Für Entwickler interessant ist, dass sie mit Hilfe des Live Framework auch eigene Mesh-fähige Webanwendungen erstellen können. Diese basieren auf Silverlight 2 und greifen generell über das Live Operating Environment auf Daten zu. Dadurch können Mesh-Anwendungen auf jedem Gerät ausgeführt werden, das Teil des entsprechenden Mesh ist. Microsoft plant, einen Katalog mit Mesh-fähigen Anwendungen aufs Web zu stellen, aus dem Benutzer gewünschte Applikationen installieren können.



Microsofts Live Framework


Sharepoint und CRM Services

Im Rahmen der Azure-Plattform wurden an der PDC auch die Dienste Sharepoint Services und Dynamics CRM Services angekündigt. Derzeit ist allerdings noch sehr wenig darüber bekannt, was sich genau hinter den beiden Diensten verbirgt. Microsoft spricht lediglich davon, dass man künftig Sharepoint- und CRM-Funktionen als Bausteine für eigene Anwendungen wird nutzen können. Denkbar wäre zum Beispiel, dass man die in Sharepoint angebotenen Dokumentbibliotheken und Listenfunktionen als Dienst in eigene Anwendungen integrieren kann.


Wann kommt's?

Die Azure Platform Services (www.azure.com) stehen seit Ende Oktober in einer ersten Vorabversion (CTP) zur Verfügung. Entwickler sind damit in der Lage, mit der neuen Umgebung zu experimentieren. Dazu wurde ein Software Development Kit (SDK) veröffentlicht, das unter anderem Werkzeuge für Visual Studio, eine lokale Azure-Umgebung für Tests und einen Zugang zur Azure-Plattform enthält.

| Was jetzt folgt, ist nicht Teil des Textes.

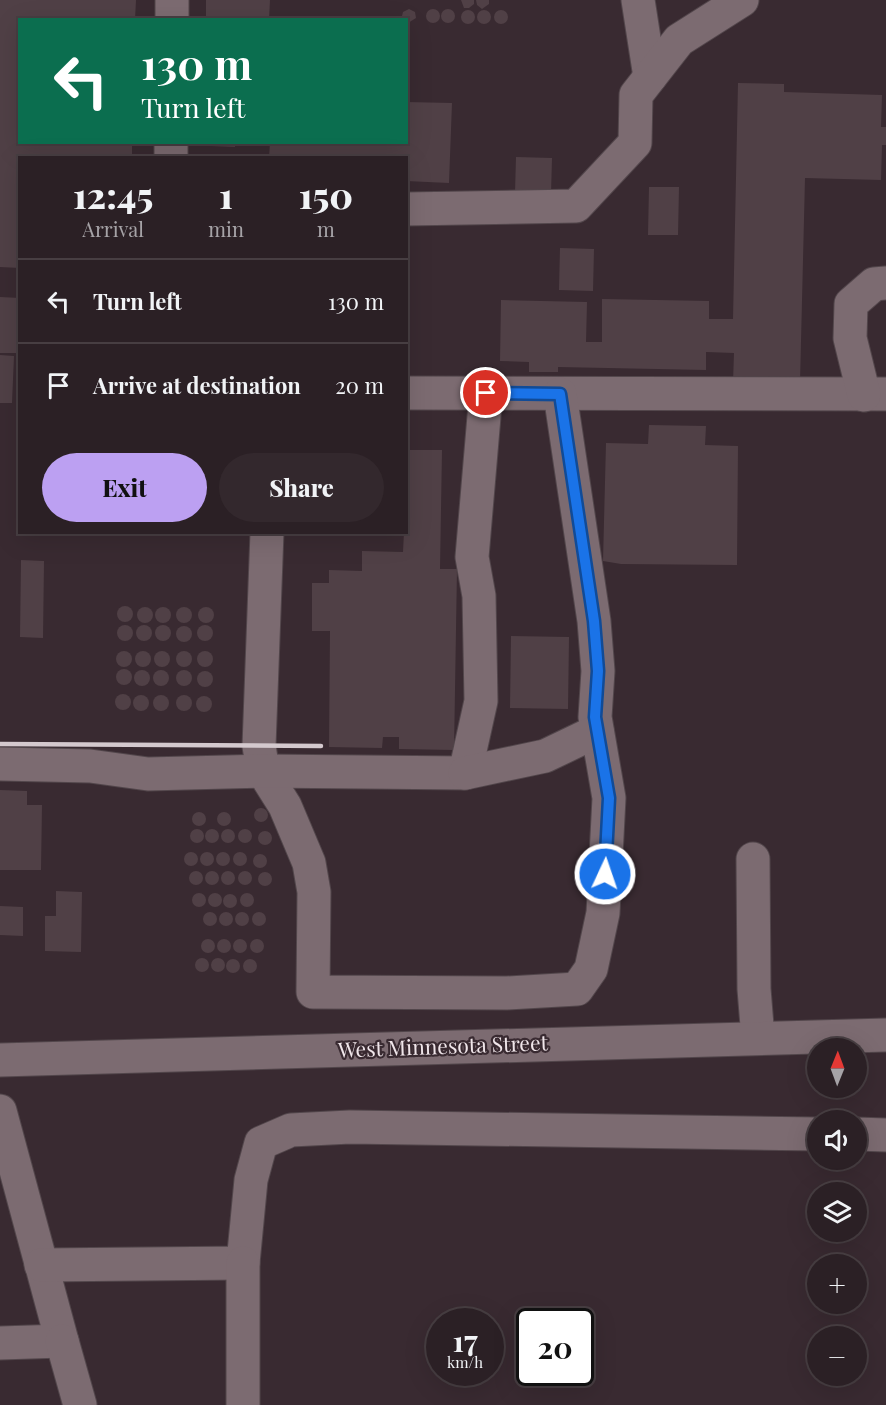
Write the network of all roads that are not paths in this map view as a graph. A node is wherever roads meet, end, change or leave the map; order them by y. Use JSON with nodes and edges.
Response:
{"nodes":[{"id":1,"x":172,"y":0,"type":"edge"},
{"id":2,"x":638,"y":0,"type":"edge"},
{"id":3,"x":742,"y":0,"type":"edge"},
{"id":4,"x":172,"y":18,"type":"edge"},
{"id":5,"x":650,"y":77,"type":"junction"},
{"id":6,"x":408,"y":209,"type":"edge"},
{"id":7,"x":886,"y":283,"type":"edge"},
{"id":8,"x":408,"y":393,"type":"edge"},
{"id":9,"x":486,"y":393,"type":"junction"},
{"id":10,"x":560,"y":394,"type":"junction"},
{"id":11,"x":875,"y":395,"type":"edge"},
{"id":12,"x":267,"y":534,"type":"edge"},
{"id":13,"x":597,"y":731,"type":"junction"},
{"id":14,"x":0,"y":764,"type":"edge"},
{"id":15,"x":263,"y":771,"type":"junction"},
{"id":16,"x":465,"y":773,"type":"junction"},
{"id":17,"x":753,"y":859,"type":"dead end"},
{"id":18,"x":886,"y":1035,"type":"edge"},
{"id":19,"x":758,"y":1038,"type":"junction"},
{"id":20,"x":0,"y":1060,"type":"edge"},
{"id":21,"x":0,"y":1111,"type":"edge"},
{"id":22,"x":807,"y":1134,"type":"edge"},
{"id":23,"x":867,"y":1134,"type":"edge"},
{"id":24,"x":886,"y":1135,"type":"edge"},
{"id":25,"x":243,"y":1263,"type":"junction"},
{"id":26,"x":41,"y":1265,"type":"junction"},
{"id":27,"x":62,"y":1341,"type":"junction"},
{"id":28,"x":0,"y":1343,"type":"edge"},
{"id":29,"x":80,"y":1405,"type":"edge"},
{"id":30,"x":243,"y":1405,"type":"edge"}],
"edges":[{"from":1,"to":4,"type":"street"},
{"from":2,"to":5,"type":"street"},
{"from":3,"to":5,"type":"street"},
{"from":5,"to":6,"type":"street"},
{"from":7,"to":11,"type":"street"},
{"from":8,"to":9,"type":"street"},
{"from":9,"to":10,"type":"street"},
{"from":9,"to":16,"type":"street"},
{"from":10,"to":11,"type":"street"},
{"from":10,"to":13,"type":"street"},
{"from":12,"to":15,"type":"street"},
{"from":13,"to":15,"type":"street"},
{"from":13,"to":16,"type":"street"},
{"from":14,"to":15,"type":"street"},
{"from":15,"to":16,"type":"street"},
{"from":17,"to":19,"type":"street"},
{"from":18,"to":19,"type":"street","name":"West Minnesota Street"},
{"from":19,"to":20,"type":"street","name":"West Minnesota Street"},
{"from":21,"to":26,"type":"street"},
{"from":22,"to":25,"type":"street"},
{"from":23,"to":24,"type":"street"},
{"from":25,"to":26,"type":"street"},
{"from":25,"to":30,"type":"street"},
{"from":26,"to":27,"type":"street"},
{"from":27,"to":28,"type":"street"},
{"from":27,"to":29,"type":"street"}]}
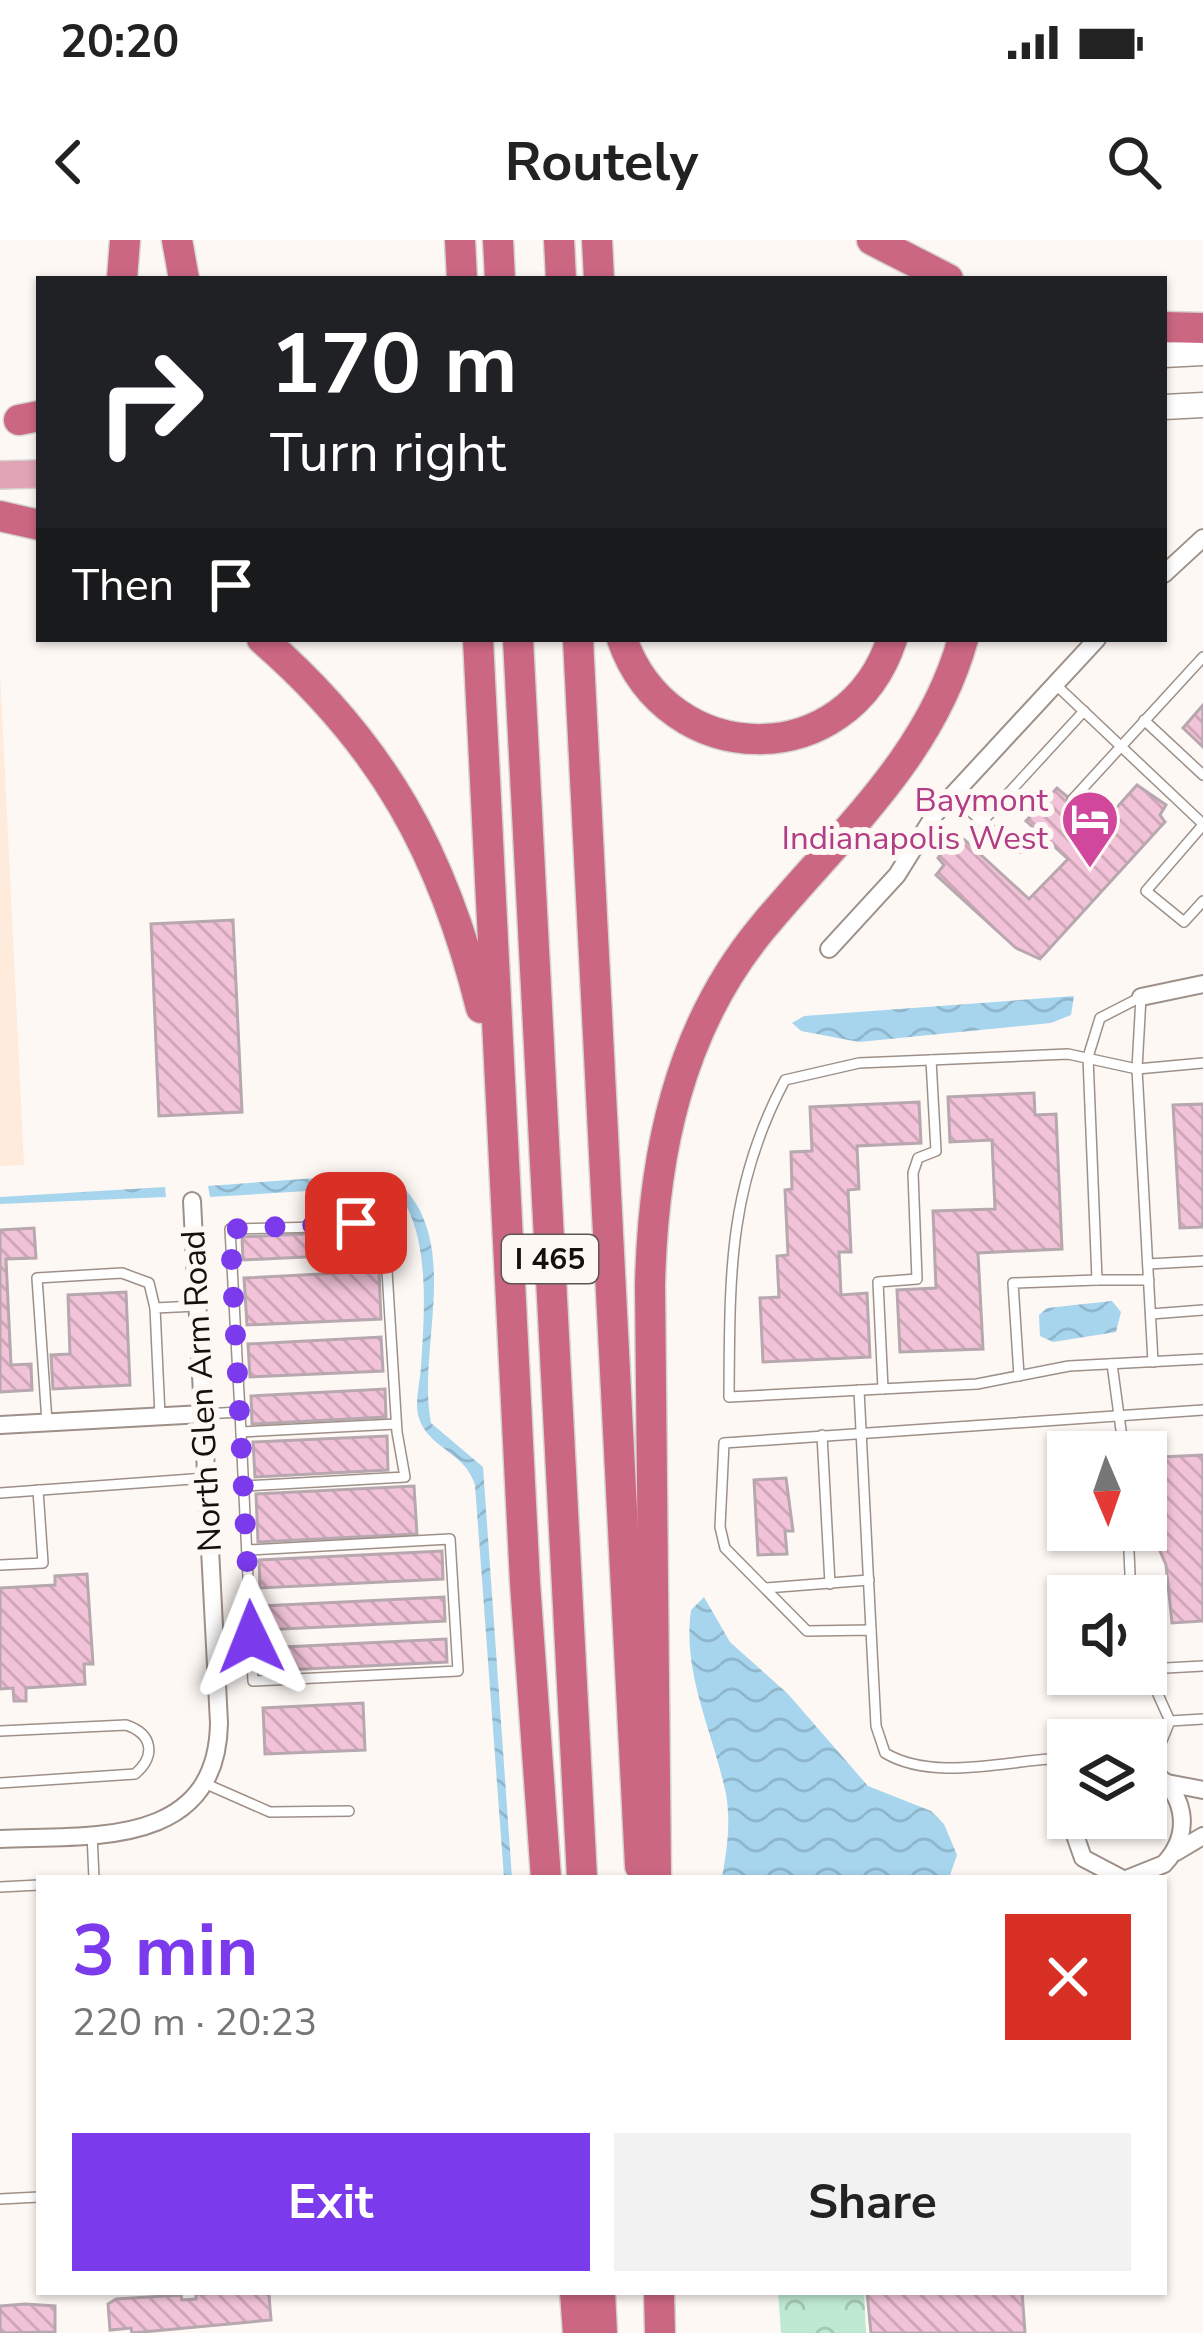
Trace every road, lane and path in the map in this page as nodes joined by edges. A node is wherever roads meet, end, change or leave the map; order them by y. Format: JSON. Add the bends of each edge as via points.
{"nodes":[{"id":1,"x":177,"y":240,"type":"edge"},
{"id":2,"x":460,"y":240,"type":"edge"},
{"id":3,"x":498,"y":240,"type":"edge"},
{"id":4,"x":559,"y":240,"type":"edge"},
{"id":5,"x":597,"y":240,"type":"edge"},
{"id":6,"x":872,"y":240,"type":"edge"},
{"id":7,"x":183,"y":276,"type":"edge"},
{"id":8,"x":462,"y":276,"type":"edge"},
{"id":9,"x":500,"y":276,"type":"edge"},
{"id":10,"x":561,"y":276,"type":"edge"},
{"id":11,"x":599,"y":276,"type":"edge"},
{"id":12,"x":942,"y":276,"type":"edge"},
{"id":13,"x":1167,"y":327,"type":"edge"},
{"id":14,"x":1203,"y":328,"type":"edge"},
{"id":15,"x":1203,"y":353,"type":"edge"},
{"id":16,"x":1167,"y":355,"type":"edge"},
{"id":17,"x":1203,"y":405,"type":"edge"},
{"id":18,"x":1167,"y":407,"type":"edge"},
{"id":19,"x":36,"y":474,"type":"edge"},
{"id":20,"x":0,"y":475,"type":"edge"},
{"id":21,"x":0,"y":516,"type":"edge"},
{"id":22,"x":36,"y":524,"type":"edge"},
{"id":23,"x":1203,"y":538,"type":"edge"},
{"id":24,"x":1167,"y":571,"type":"edge"},
{"id":25,"x":265,"y":642,"type":"edge"},
{"id":26,"x":478,"y":642,"type":"edge"},
{"id":27,"x":518,"y":642,"type":"edge"},
{"id":28,"x":578,"y":642,"type":"edge"},
{"id":29,"x":623,"y":642,"type":"edge"},
{"id":30,"x":890,"y":642,"type":"edge"},
{"id":31,"x":962,"y":642,"type":"edge"},
{"id":32,"x":1094,"y":642,"type":"edge"},
{"id":33,"x":1203,"y":658,"type":"edge"},
{"id":34,"x":1055,"y":684,"type":"junction"},
{"id":35,"x":1084,"y":711,"type":"junction"},
{"id":36,"x":1144,"y":720,"type":"junction"},
{"id":37,"x":1120,"y":746,"type":"junction"},
{"id":38,"x":1203,"y":776,"type":"edge"},
{"id":39,"x":953,"y":795,"type":"junction"},
{"id":40,"x":1072,"y":800,"type":"dead end"},
{"id":41,"x":1202,"y":822,"type":"edge"},
{"id":42,"x":982,"y":823,"type":"junction"},
{"id":43,"x":1040,"y":834,"type":"dead end"},
{"id":44,"x":1203,"y":901,"type":"edge"},
{"id":45,"x":830,"y":949,"type":"dead end"},
{"id":46,"x":1203,"y":984,"type":"edge"},
{"id":47,"x":1141,"y":997,"type":"junction"},
{"id":48,"x":1088,"y":1057,"type":"junction"},
{"id":49,"x":931,"y":1060,"type":"junction"},
{"id":50,"x":1203,"y":1064,"type":"edge"},
{"id":51,"x":1137,"y":1069,"type":"junction"},
{"id":52,"x":502,"y":1143,"type":"junction"},
{"id":53,"x":192,"y":1201,"type":"dead end"},
{"id":54,"x":1203,"y":1261,"type":"edge"},
{"id":55,"x":1148,"y":1264,"type":"junction"},
{"id":56,"x":1097,"y":1280,"type":"junction"},
{"id":57,"x":1149,"y":1280,"type":"junction"},
{"id":58,"x":197,"y":1306,"type":"junction"},
{"id":59,"x":155,"y":1308,"type":"junction"},
{"id":60,"x":1203,"y":1310,"type":"edge"},
{"id":61,"x":1151,"y":1314,"type":"junction"},
{"id":62,"x":1203,"y":1359,"type":"edge"},
{"id":63,"x":1153,"y":1362,"type":"junction"},
{"id":64,"x":1112,"y":1364,"type":"junction"},
{"id":65,"x":1018,"y":1376,"type":"junction"},
{"id":66,"x":884,"y":1389,"type":"junction"},
{"id":67,"x":860,"y":1390,"type":"junction"},
{"id":68,"x":1203,"y":1410,"type":"edge"},
{"id":69,"x":240,"y":1412,"type":"junction"},
{"id":70,"x":203,"y":1414,"type":"junction"},
{"id":71,"x":160,"y":1416,"type":"junction"},
{"id":72,"x":1122,"y":1416,"type":"junction"},
{"id":73,"x":47,"y":1422,"type":"junction"},
{"id":74,"x":396,"y":1424,"type":"junction"},
{"id":75,"x":0,"y":1425,"type":"edge"},
{"id":76,"x":1123,"y":1431,"type":"edge"},
{"id":77,"x":241,"y":1432,"type":"junction"},
{"id":78,"x":860,"y":1432,"type":"junction"},
{"id":79,"x":822,"y":1435,"type":"junction"},
{"id":80,"x":206,"y":1478,"type":"junction"},
{"id":81,"x":245,"y":1486,"type":"junction"},
{"id":82,"x":38,"y":1490,"type":"junction"},
{"id":83,"x":0,"y":1493,"type":"edge"},
{"id":84,"x":248,"y":1550,"type":"junction"},
{"id":85,"x":0,"y":1565,"type":"edge"},
{"id":86,"x":868,"y":1580,"type":"junction"},
{"id":87,"x":830,"y":1585,"type":"junction"},
{"id":88,"x":765,"y":1588,"type":"junction"},
{"id":89,"x":871,"y":1630,"type":"junction"},
{"id":90,"x":1203,"y":1666,"type":"edge"},
{"id":91,"x":1167,"y":1667,"type":"edge"},
{"id":92,"x":1159,"y":1695,"type":"edge"},
{"id":93,"x":1203,"y":1719,"type":"edge"},
{"id":94,"x":1170,"y":1721,"type":"junction"},
{"id":95,"x":1167,"y":1728,"type":"edge"},
{"id":96,"x":0,"y":1731,"type":"edge"},
{"id":97,"x":1047,"y":1759,"type":"edge"},
{"id":98,"x":2,"y":1781,"type":"edge"},
{"id":99,"x":1167,"y":1783,"type":"joint"},
{"id":100,"x":200,"y":1788,"type":"junction"},
{"id":101,"x":1203,"y":1790,"type":"edge"},
{"id":102,"x":349,"y":1811,"type":"dead end"},
{"id":103,"x":92,"y":1834,"type":"junction"},
{"id":104,"x":1203,"y":1836,"type":"edge"},
{"id":105,"x":0,"y":1839,"type":"edge"},
{"id":106,"x":1073,"y":1839,"type":"edge"},
{"id":107,"x":1171,"y":1857,"type":"junction"},
{"id":108,"x":94,"y":1875,"type":"edge"},
{"id":109,"x":546,"y":1875,"type":"edge"},
{"id":110,"x":582,"y":1875,"type":"edge"},
{"id":111,"x":640,"y":1875,"type":"edge"},
{"id":112,"x":656,"y":1875,"type":"edge"},
{"id":113,"x":1119,"y":1875,"type":"edge"},
{"id":114,"x":1139,"y":1875,"type":"edge"},
{"id":115,"x":36,"y":1885,"type":"edge"},
{"id":116,"x":0,"y":1887,"type":"edge"},
{"id":117,"x":0,"y":2198,"type":"edge"},
{"id":118,"x":36,"y":2198,"type":"edge"},
{"id":119,"x":575,"y":2295,"type":"edge"},
{"id":120,"x":600,"y":2295,"type":"edge"},
{"id":121,"x":658,"y":2295,"type":"edge"},
{"id":122,"x":578,"y":2333,"type":"edge"},
{"id":123,"x":602,"y":2333,"type":"edge"},
{"id":124,"x":660,"y":2333,"type":"edge"}],
"edges":[{"from":1,"to":7,"type":"highway"},
{"from":2,"to":8,"type":"highway"},
{"from":3,"to":9,"type":"highway"},
{"from":4,"to":10,"type":"highway"},
{"from":5,"to":11,"type":"highway"},
{"from":6,"to":12,"type":"highway"},
{"from":13,"to":14,"type":"highway"},
{"from":15,"to":16,"type":"main road"},
{"from":17,"to":18,"type":"main road"},
{"from":19,"to":20,"type":"main road"},
{"from":21,"to":22,"type":"highway"},
{"from":23,"to":24,"type":"street"},
{"from":25,"to":52,"type":"highway","via":[[331,703],[425,840],[473,974]]},
{"from":26,"to":52,"type":"highway"},
{"from":27,"to":110,"type":"highway","number":"I 465"},
{"from":28,"to":111,"type":"highway","number":"I 465"},
{"from":29,"to":30,"type":"highway","via":[[641,681],[671,711],[708,731],[750,740],[830,719],[871,681]]},
{"from":31,"to":112,"type":"highway","via":[[945,698],[920,741],[717,993],[666,1129],[650,1305]]},
{"from":32,"to":34,"type":"street"},
{"from":33,"to":36,"type":"lane"},
{"from":34,"to":35,"type":"lane"},
{"from":34,"to":39,"type":"street"},
{"from":35,"to":37,"type":"lane"},
{"from":35,"to":42,"type":"lane"},
{"from":36,"to":37,"type":"lane"},
{"from":36,"to":38,"type":"lane"},
{"from":37,"to":40,"type":"lane"},
{"from":37,"to":41,"type":"lane"},
{"from":39,"to":42,"type":"lane"},
{"from":39,"to":45,"type":"street","via":[[897,875]]},
{"from":41,"to":44,"type":"lane","via":[[1146,892],[1184,922]]},
{"from":42,"to":43,"type":"lane","via":[[1011,848],[1027,847]]},
{"from":46,"to":47,"type":"street"},
{"from":47,"to":48,"type":"lane","via":[[1100,1018]]},
{"from":47,"to":51,"type":"lane"},
{"from":48,"to":49,"type":"lane"},
{"from":48,"to":51,"type":"lane"},
{"from":48,"to":56,"type":"lane"},
{"from":49,"to":66,"type":"lane","via":[[937,1150],[918,1158],[913,1173],[917,1279],[878,1282]]},
{"from":49,"to":67,"type":"lane","via":[[859,1063],[785,1080],[762,1123],[731,1239],[729,1397]]},
{"from":50,"to":51,"type":"lane"},
{"from":51,"to":55,"type":"lane"},
{"from":52,"to":109,"type":"highway"},
{"from":53,"to":58,"type":"street","name":"North Glen Arm Road"},
{"from":54,"to":55,"type":"lane"},
{"from":55,"to":57,"type":"lane"},
{"from":56,"to":57,"type":"lane"},
{"from":56,"to":65,"type":"lane","via":[[1013,1283]]},
{"from":57,"to":61,"type":"lane"},
{"from":58,"to":59,"type":"lane"},
{"from":58,"to":70,"type":"street","name":"North Glen Arm Road"},
{"from":59,"to":71,"type":"lane"},
{"from":59,"to":73,"type":"lane","via":[[149,1282],[130,1274],[37,1278]]},
{"from":60,"to":61,"type":"lane"},
{"from":61,"to":63,"type":"lane"},
{"from":62,"to":63,"type":"lane"},
{"from":63,"to":64,"type":"lane"},
{"from":64,"to":65,"type":"lane"},
{"from":64,"to":72,"type":"lane"},
{"from":65,"to":66,"type":"lane"},
{"from":66,"to":67,"type":"lane"},
{"from":67,"to":78,"type":"lane"},
{"from":68,"to":72,"type":"lane"},
{"from":69,"to":70,"type":"lane"},
{"from":69,"to":74,"type":"lane","via":[[230,1229],[356,1223],[386,1255]]},
{"from":69,"to":77,"type":"lane"},
{"from":70,"to":71,"type":"street"},
{"from":70,"to":80,"type":"street","name":"North Glen Arm Road"},
{"from":71,"to":73,"type":"street"},
{"from":72,"to":76,"type":"lane"},
{"from":72,"to":78,"type":"lane"},
{"from":73,"to":75,"type":"street"},
{"from":74,"to":77,"type":"lane"},
{"from":74,"to":81,"type":"lane","via":[[405,1477]]},
{"from":77,"to":81,"type":"lane"},
{"from":78,"to":79,"type":"lane"},
{"from":78,"to":86,"type":"lane"},
{"from":79,"to":87,"type":"lane"},
{"from":79,"to":88,"type":"lane","via":[[724,1443],[725,1548]]},
{"from":80,"to":82,"type":"lane"},
{"from":80,"to":100,"type":"street","name":"North Glen Arm Road","via":[[219,1730]]},
{"from":81,"to":84,"type":"lane"},
{"from":82,"to":83,"type":"lane"},
{"from":82,"to":85,"type":"lane","via":[[43,1563]]},
{"from":84,"to":84,"type":"lane","via":[[253,1681],[458,1671],[450,1540]]},
{"from":86,"to":87,"type":"lane"},
{"from":86,"to":89,"type":"lane"},
{"from":87,"to":88,"type":"lane"},
{"from":88,"to":89,"type":"lane","via":[[807,1631]]},
{"from":89,"to":97,"type":"lane","via":[[885,1754],[935,1767]]},
{"from":90,"to":91,"type":"lane"},
{"from":92,"to":94,"type":"lane"},
{"from":93,"to":94,"type":"lane"},
{"from":94,"to":95,"type":"lane"},
{"from":96,"to":98,"type":"lane","via":[[126,1725],[151,1746],[135,1774]]},
{"from":99,"to":101,"type":"street"},
{"from":99,"to":107,"type":"street","via":[[1183,1819]]},
{"from":100,"to":102,"type":"lane","via":[[270,1812]]},
{"from":100,"to":103,"type":"street","via":[[156,1825]]},
{"from":103,"to":105,"type":"street"},
{"from":103,"to":108,"type":"lane"},
{"from":104,"to":107,"type":"street"},
{"from":106,"to":113,"type":"street","via":[[1083,1858]]},
{"from":107,"to":114,"type":"street"},
{"from":115,"to":116,"type":"lane"},
{"from":117,"to":118,"type":"lane"},
{"from":119,"to":122,"type":"highway"},
{"from":120,"to":123,"type":"highway"},
{"from":121,"to":124,"type":"highway"}]}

Ein definitives Release-Datum für den produktiven Start von Azure gibt es von Microsoft nicht. Allerdings erwartet man in Redmond, bereits 2009 den Betrieb aufnehmen zu können. Auch punkto Pricing und SLAs (Service Level Agreements) hält sich der Softwareriese noch sehr bedeckt. Klar ist nur, dass man wie bei der Konkurrenz auf nutzungsbasierte Tarifmodelle (CPU-Zeit, Storage, Datenübertragung etc.) setzen will. Bis zum Start sollen ausserdem sehr strikte SLA zur Verfügung stehen.